Only 8 years ago, the Golden Gophers did not have such a home for their football team. Sure, they had a home stadium, the Hubert H. Humphrey Metrodome, but that stadium belonged to the Minnesota Vikings of the National Football League, and it was 2.5 miles off campus.
It was roughly the same distance Hughes Stadium is to Colorado State University’s central campus.
But now, the Gophers are back home on campus, and in just a few months, the CSU Rams will find themselves in the same position.
Before moving to the Metrodome, the Gophers had an on-campus facility, Memorial Stadium, where the team played its home games for 58 years. Ryan, a native Minnesotan attended games at Memorial stadium growing up when the on-campus game day atmosphere was “electric.”
Then, the Metrodome opened up in 1982 as a brand new home for the Vikings and the Minnesota Twins of Major League Baseball. The Gophers made the trip too.
Minnesota thought the stadium’s size and climate-controlled atmosphere would give the team a distinct advantage, but once the “newness” of the Metrodome began to wear off, the Gophers were left in want of a return to their own campus. The Metrodome was a pro-football environment, and it lacked the college atmosphere and the campus connection that the Gophers had with Memorial Stadium.
“I didn’t take many years to get off campus to realize the need for coming back and bringing football back to campus,” Ryan said. “And how important that was not only to the University of Minnesota and certainly our football program, but the community as a whole.”

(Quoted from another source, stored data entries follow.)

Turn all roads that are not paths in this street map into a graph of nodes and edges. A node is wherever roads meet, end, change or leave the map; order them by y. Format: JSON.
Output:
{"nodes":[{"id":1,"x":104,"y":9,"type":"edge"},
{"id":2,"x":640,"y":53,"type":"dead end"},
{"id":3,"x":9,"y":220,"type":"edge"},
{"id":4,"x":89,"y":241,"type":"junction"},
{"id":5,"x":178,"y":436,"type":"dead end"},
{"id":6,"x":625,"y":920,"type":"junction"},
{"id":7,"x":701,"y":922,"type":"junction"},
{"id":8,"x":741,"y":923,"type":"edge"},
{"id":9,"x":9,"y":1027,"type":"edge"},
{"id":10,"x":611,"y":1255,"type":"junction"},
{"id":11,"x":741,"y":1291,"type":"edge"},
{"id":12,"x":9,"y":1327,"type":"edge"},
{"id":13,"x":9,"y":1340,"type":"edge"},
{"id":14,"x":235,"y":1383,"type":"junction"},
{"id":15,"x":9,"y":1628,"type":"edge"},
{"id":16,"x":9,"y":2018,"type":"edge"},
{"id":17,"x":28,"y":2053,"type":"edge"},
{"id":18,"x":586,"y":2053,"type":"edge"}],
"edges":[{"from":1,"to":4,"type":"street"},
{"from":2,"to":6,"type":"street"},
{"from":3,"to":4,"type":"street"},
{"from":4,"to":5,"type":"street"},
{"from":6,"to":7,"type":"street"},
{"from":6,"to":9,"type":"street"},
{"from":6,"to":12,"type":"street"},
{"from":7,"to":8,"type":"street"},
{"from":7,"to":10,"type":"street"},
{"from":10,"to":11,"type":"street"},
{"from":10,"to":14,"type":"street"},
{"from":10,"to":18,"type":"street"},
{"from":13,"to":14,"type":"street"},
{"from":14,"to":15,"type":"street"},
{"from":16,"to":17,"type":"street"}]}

Ryan said discussions about moving back to campus opened up fairly recently once the team made the move to the Metrodome.
In the early 2000’s the talks heated up, and by 2005, Minnesota had secured a pledge of $35 million from TCF Bank for the naming rights. On September 12, 2009 the team played it’s first game in the new stadium, a 20-13 win over Air Force.
The changes in the football program and the community were immediate.
“It was a huge game changer,” Ryan said. “It was like night and day. It’s really energized this campus and game day is electric. Campus is alive. Game day is special. It’s just energized this campus on many fronts.”
The TCF bank stadium experience is exactly the kind of game changer the CSU Rams are looking for when the new on-campus stadium opens up for the 2017 football season.
Throughout its own stadium process, CSU learned a lot from the Gopher’s transition.
The Rams frequently cited TCF Bank stadium when looking at other new stadium builds, and they share the same design and construction partner on the project.
“We have almost been on a parallel track,” Colorado State athletic director Joe Parker said. “Our design partner is Populous, our construction partner is Mortenson. We had a facility with Hughes that was off campus and we are bringing the football experience back.”
While TCF Bank stadium is larger and holds 10,000 more people than CSU’s on campus stadium will hold, the two stadiums share a similar aesthetic. Both stadiums are designed with a traditional horseshoe build with an open walk-in section in one end zone.
Both stadiums come complete with loge boxes, a mini-suite with outdoor seating options, TCF Bank stadium has 57 loge boxes, whereas CSU’s new stadium will have more than 40.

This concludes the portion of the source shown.